L'orecchio di Velluto Blu
L’orecchio di Velluto Blu

Sequenza che va di pari passo con il formidabile prologo che in un paio di minuti vide Lynch inquadrare tutto ciò che è – e sarà poi – Velluto Blu in termini di tono, suggestioni e sapore scenico. La canzone che vi dà il titolo in sottofondo, i fiori, la città radiosa, un incidente grottesco e l’audio sempre più ovattato in quell’inquadratura del sottosuolo nel buio di una nidiata di scarafaggi e insetti vari che è la prima di molte immagini disturbanti di cui la narrazione è percorsa: «In Velluto Blu c’erano labbra rosse, prati verdi e la canzone, la versione di Bobby Vinton. La cosa successiva era un orecchio adagiato in un campo. E questo è tutto. Ti innamori della prima idea, di quel piccolo pezzettino. E una volta che ce l’hai, il resto arriverà col tempo» dirà Lynch in merito.

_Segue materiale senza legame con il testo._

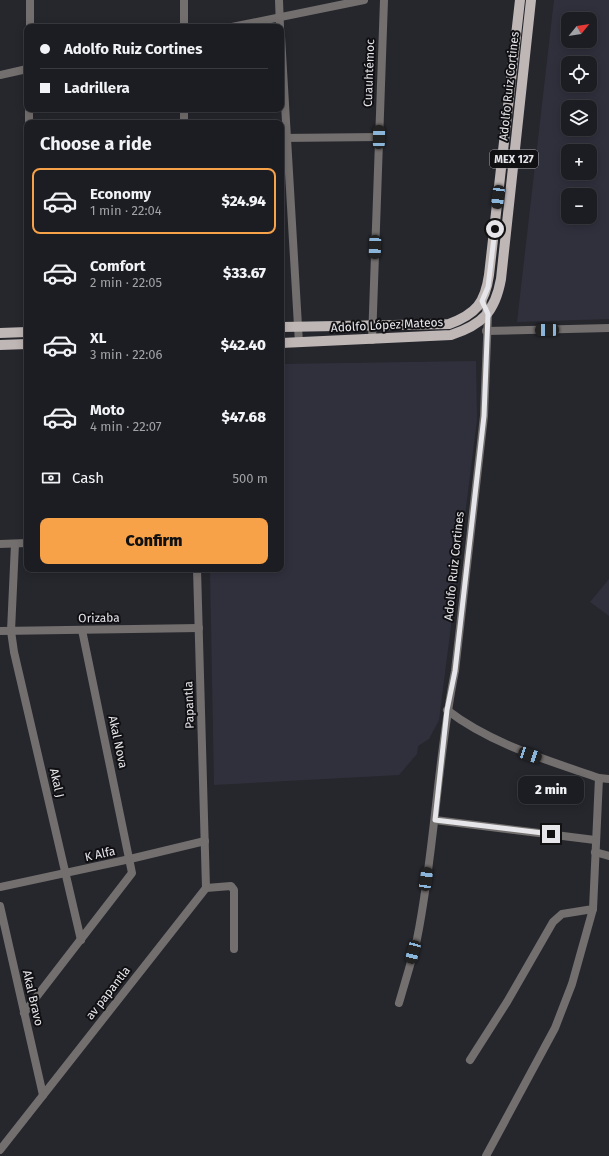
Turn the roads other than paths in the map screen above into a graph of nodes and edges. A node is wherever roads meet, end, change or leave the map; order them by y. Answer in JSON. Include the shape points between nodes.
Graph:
{"nodes":[{"id":1,"x":30,"y":0,"type":"edge"},
{"id":2,"x":184,"y":0,"type":"edge"},
{"id":3,"x":279,"y":0,"type":"edge"},
{"id":4,"x":364,"y":0,"type":"edge"},
{"id":5,"x":384,"y":0,"type":"edge"},
{"id":6,"x":520,"y":0,"type":"edge"},
{"id":7,"x":531,"y":0,"type":"edge"},
{"id":8,"x":280,"y":16,"type":"junction"},
{"id":9,"x":30,"y":24,"type":"edge"},
{"id":10,"x":184,"y":24,"type":"edge"},
{"id":11,"x":245,"y":24,"type":"edge"},
{"id":12,"x":280,"y":24,"type":"edge"},
{"id":13,"x":24,"y":70,"type":"edge"},
{"id":14,"x":0,"y":75,"type":"edge"},
{"id":15,"x":284,"y":137,"type":"edge"},
{"id":16,"x":379,"y":137,"type":"junction"},
{"id":17,"x":482,"y":301,"type":"junction"},
{"id":18,"x":488,"y":314,"type":"junction"},
{"id":19,"x":372,"y":325,"type":"junction"},
{"id":20,"x":284,"y":327,"type":"edge"},
{"id":21,"x":298,"y":327,"type":"junction"},
{"id":22,"x":609,"y":328,"type":"edge"},
{"id":23,"x":486,"y":331,"type":"junction"},
{"id":24,"x":24,"y":332,"type":"edge"},
{"id":25,"x":0,"y":333,"type":"edge"},
{"id":26,"x":372,"y":340,"type":"junction"},
{"id":27,"x":284,"y":343,"type":"edge"},
{"id":28,"x":299,"y":343,"type":"junction"},
{"id":29,"x":24,"y":344,"type":"edge"},
{"id":30,"x":0,"y":345,"type":"edge"},
{"id":31,"x":0,"y":544,"type":"edge"},
{"id":32,"x":15,"y":544,"type":"junction"},
{"id":33,"x":24,"y":544,"type":"edge"},
{"id":34,"x":197,"y":572,"type":"edge"},
{"id":35,"x":199,"y":628,"type":"junction"},
{"id":36,"x":82,"y":630,"type":"junction"},
{"id":37,"x":0,"y":631,"type":"edge"},
{"id":38,"x":11,"y":631,"type":"junction"},
{"id":39,"x":447,"y":710,"type":"junction"},
{"id":40,"x":599,"y":778,"type":"junction"},
{"id":41,"x":609,"y":778,"type":"edge"},
{"id":42,"x":435,"y":820,"type":"junction"},
{"id":43,"x":595,"y":840,"type":"junction"},
{"id":44,"x":205,"y":841,"type":"junction"},
{"id":45,"x":595,"y":852,"type":"junction"},
{"id":46,"x":609,"y":856,"type":"edge"},
{"id":47,"x":130,"y":859,"type":"junction"},
{"id":48,"x":66,"y":873,"type":"junction"},
{"id":49,"x":0,"y":887,"type":"edge"},
{"id":50,"x":206,"y":888,"type":"junction"},
{"id":51,"x":0,"y":906,"type":"edge"},
{"id":52,"x":592,"y":909,"type":"junction"},
{"id":53,"x":81,"y":940,"type":"junction"},
{"id":54,"x":234,"y":949,"type":"dead end"},
{"id":55,"x":399,"y":1003,"type":"dead end"},
{"id":56,"x":24,"y":1014,"type":"junction"},
{"id":57,"x":470,"y":1060,"type":"dead end"},
{"id":58,"x":43,"y":1095,"type":"junction"},
{"id":59,"x":0,"y":1150,"type":"edge"},
{"id":60,"x":486,"y":1156,"type":"edge"}],
"edges":[{"from":1,"to":9,"type":"street"},
{"from":2,"to":10,"type":"street"},
{"from":3,"to":8,"type":"street"},
{"from":4,"to":8,"type":"street"},
{"from":5,"to":16,"type":"street","name":"Cuauhtémoc"},
{"from":6,"to":17,"type":"main road","name":"Adolfo Ruiz Cortines","number":"MEX 127","via":[[490,274]]},
{"from":7,"to":18,"type":"main road","name":"Adolfo Ruiz Cortines","number":"MEX 127","via":[[501,280],[494,306]]},
{"from":8,"to":11,"type":"street"},
{"from":8,"to":12,"type":"street"},
{"from":13,"to":14,"type":"street"},
{"from":15,"to":16,"type":"street"},
{"from":15,"to":21,"type":"street"},
{"from":16,"to":19,"type":"street","name":"Cuauhtémoc"},
{"from":17,"to":18,"type":"street"},
{"from":17,"to":19,"type":"main road","name":"Adolfo López Mateos","number":"MEX 127","via":[[472,313],[449,324]]},
{"from":18,"to":23,"type":"street","name":"Adolfo Ruiz Cortines"},
{"from":18,"to":26,"type":"main road","name":"Adolfo López Mateos","number":"MEX 127","via":[[470,329],[451,335]]},
{"from":19,"to":21,"type":"main road","name":"Adolfo López Mateos","number":"MEX 127"},
{"from":19,"to":26,"type":"street","name":"Cuauhtémoc"},
{"from":20,"to":21,"type":"main road","name":"Adolfo López Mateos","number":"MEX 127"},
{"from":21,"to":28,"type":"street"},
{"from":22,"to":23,"type":"street"},
{"from":23,"to":39,"type":"street","name":"Adolfo Ruiz Cortines","via":[[484,416],[455,671]]},
{"from":24,"to":25,"type":"main road"},
{"from":26,"to":28,"type":"main road","name":"Adolfo López Mateos","number":"MEX 127"},
{"from":27,"to":28,"type":"main road","name":"Adolfo López Mateos","number":"MEX 127"},
{"from":29,"to":30,"type":"main road"},
{"from":31,"to":32,"type":"street"},
{"from":32,"to":33,"type":"street"},
{"from":32,"to":38,"type":"street","name":"Akal J"},
{"from":34,"to":35,"type":"street","name":"Papantla"},
{"from":35,"to":36,"type":"street","name":"Orizaba"},
{"from":35,"to":44,"type":"street","name":"Papantla"},
{"from":36,"to":38,"type":"street","name":"Orizaba"},
{"from":36,"to":47,"type":"street","name":"Akal Nova"},
{"from":37,"to":38,"type":"street","name":"Orizaba"},
{"from":38,"to":48,"type":"street","name":"Akal J"},
{"from":39,"to":40,"type":"street","via":[[463,722],[530,755]]},
{"from":39,"to":42,"type":"street","name":"Adolfo Ruiz Cortines"},
{"from":40,"to":41,"type":"street"},
{"from":40,"to":43,"type":"street"},
{"from":42,"to":43,"type":"street"},
{"from":42,"to":55,"type":"street","name":"Adolfo Ruiz Cortines","via":[[417,939]]},
{"from":43,"to":45,"type":"street"},
{"from":44,"to":47,"type":"street","name":"K Alfa"},
{"from":44,"to":50,"type":"street"},
{"from":45,"to":46,"type":"street"},
{"from":45,"to":52,"type":"street"},
{"from":47,"to":48,"type":"street","name":"K Alfa"},
{"from":47,"to":53,"type":"street","name":"Akal Nova","via":[[132,874]]},
{"from":48,"to":49,"type":"street","name":"K Alfa"},
{"from":48,"to":53,"type":"street","name":"Akal J"},
{"from":50,"to":54,"type":"street","via":[[231,886],[234,890]]},
{"from":50,"to":58,"type":"street","name":"av papantla"},
{"from":51,"to":56,"type":"street","name":"Akal Bravo"},
{"from":52,"to":57,"type":"street","via":[[562,914],[553,922]]},
{"from":52,"to":60,"type":"street","via":[[572,984],[555,1028]]},
{"from":53,"to":56,"type":"street","name":"Akal Nova"},
{"from":56,"to":58,"type":"street","name":"Akal Bravo"},
{"from":58,"to":59,"type":"street","name":"av papantla"}]}
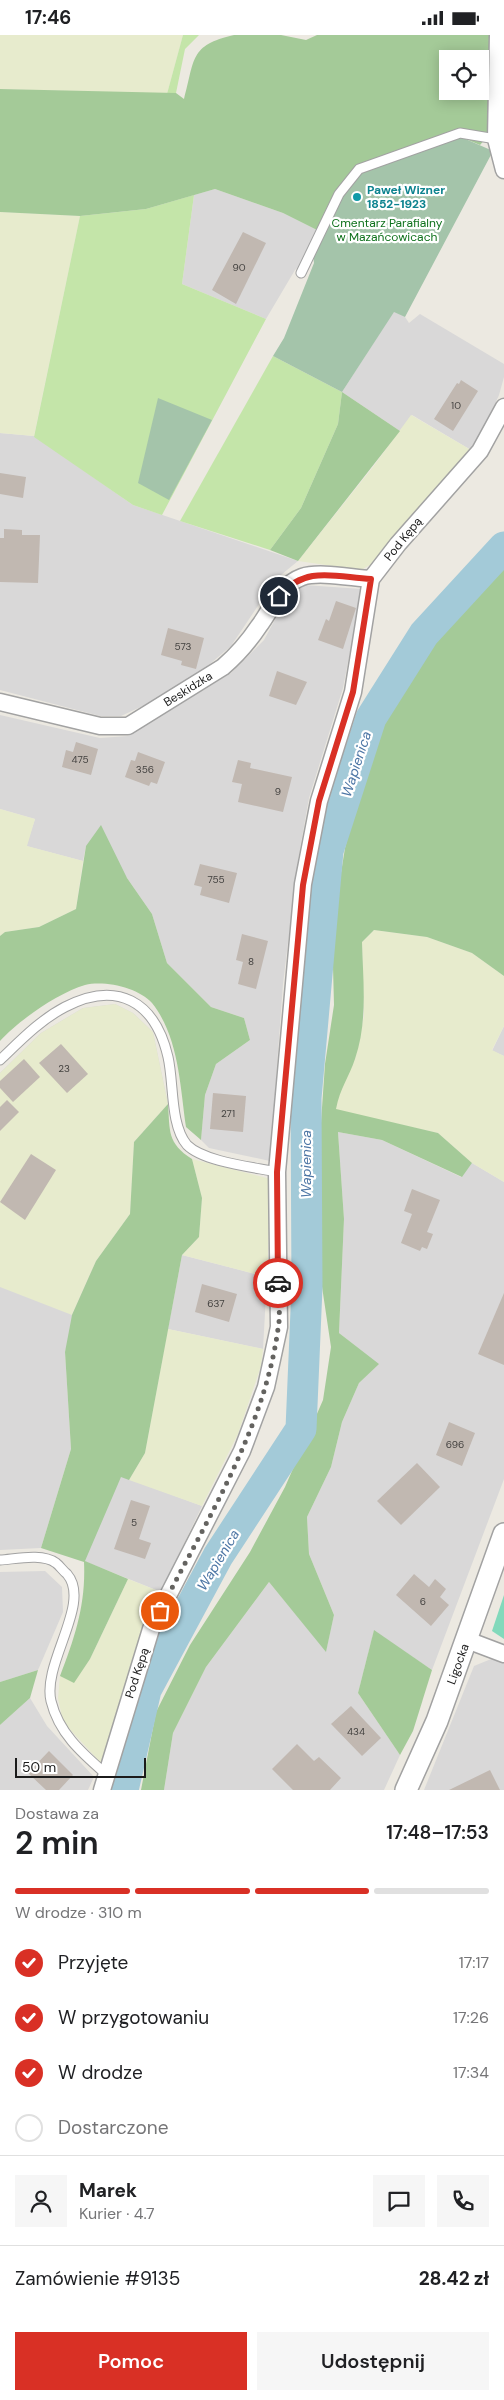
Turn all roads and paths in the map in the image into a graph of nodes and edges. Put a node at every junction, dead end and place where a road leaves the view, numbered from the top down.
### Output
1 (498, 35) edge
2 (496, 139) junction
3 (504, 170) edge
4 (301, 273) dead end
5 (504, 407) edge
6 (371, 579) junction
7 (0, 702) edge
8 (0, 1060) edge
9 (277, 1172) junction
10 (504, 1534) edge
11 (0, 1560) edge
12 (467, 1639) junction
13 (504, 1654) edge
14 (105, 1783) edge
15 (406, 1790) edge

1 - 2 street
2 - 3 street
2 - 4 lane
5 - 6 street, Pod Kępą
6 - 7 street, Beskidzka
6 - 9 street, Pod Kępą
8 - 9 lane
9 - 14 street, Pod Kępą
10 - 12 street, Ligocka
11 - 14 lane
12 - 13 street
12 - 15 street, Ligocka

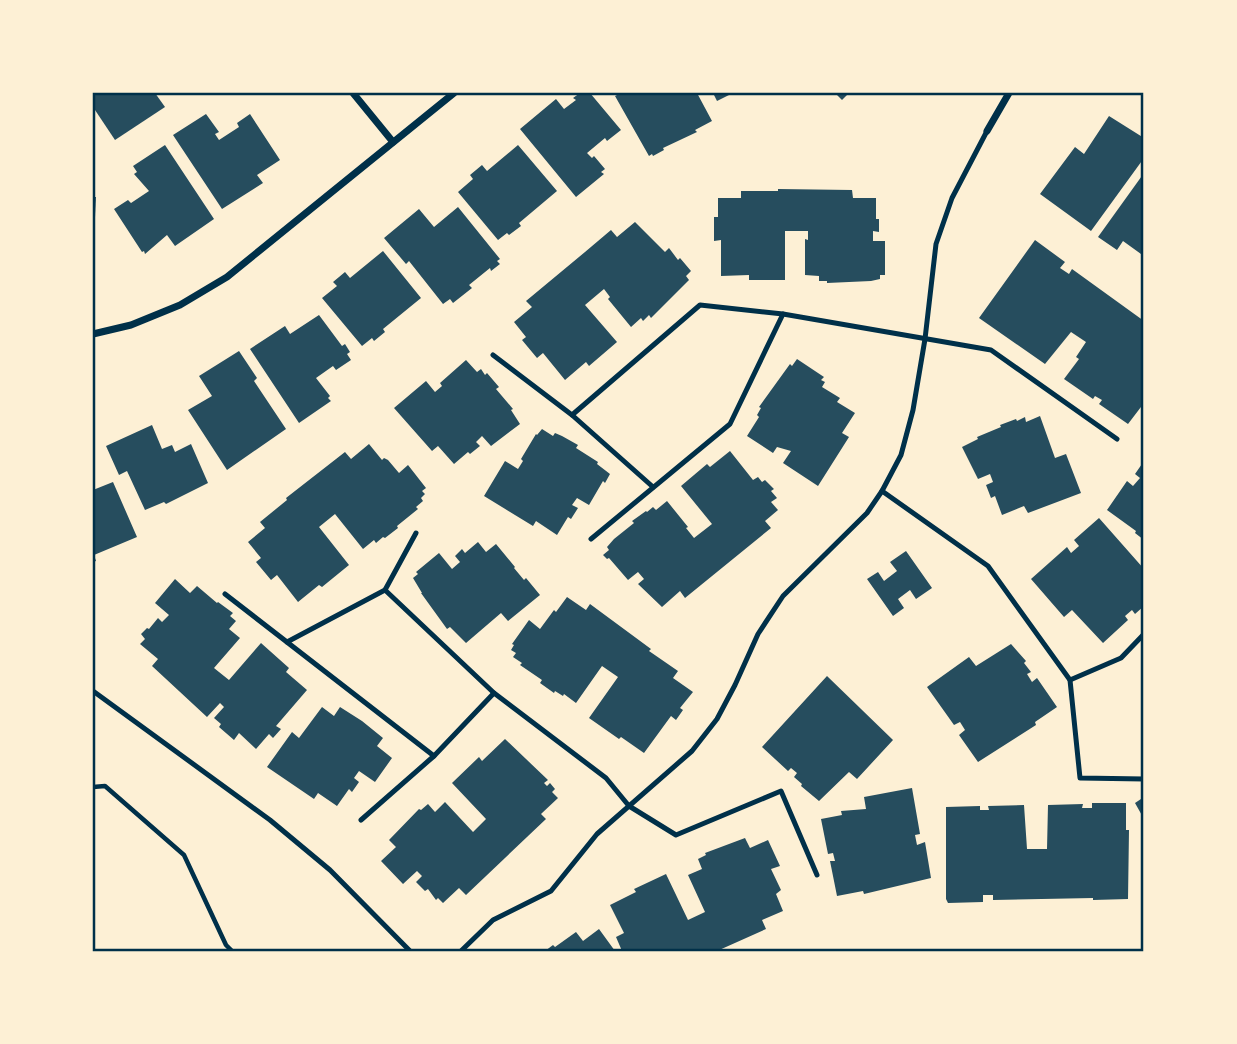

Benvenuti nella ridente cittadina di Lumberton dove nulla è come sembra
Benvenuti nella ridente cittadina di Lumberton dove nulla è come sembra

Per la precisione due draft, tra la fine del 1984 e l’inizio del 1985, che permisero a Lynch di disegnare al meglio le forme della sua creatura filmica: «Il problema di questi draft è che dentro c’era tutta la sgradevolezza di Velluto Blu, ma nient’altro. Molte cose mancavano ancora e così è andato via per un po’». Film, tra l’altro, condizionato dal brutto tonfo commerciale di Dune che di lì a poco porterà al fallimento la De Laurentiis Entertainment. Il budget fu risicato, appena 6 milioni di dollari, con in più Lynch che lavorò a ingaggio ridotto. In compenso ebbe libertà artistica totale, final cut privilege e il pieno controllo produttivo visto che lavorò praticamente senza supervisione alcuna: «Dopo Dune ero così giù che tutto era su! Quindi era solo euforia. E quando lavori con quel tipo di sensazione, puoi rischiare. Puoi sperimentare».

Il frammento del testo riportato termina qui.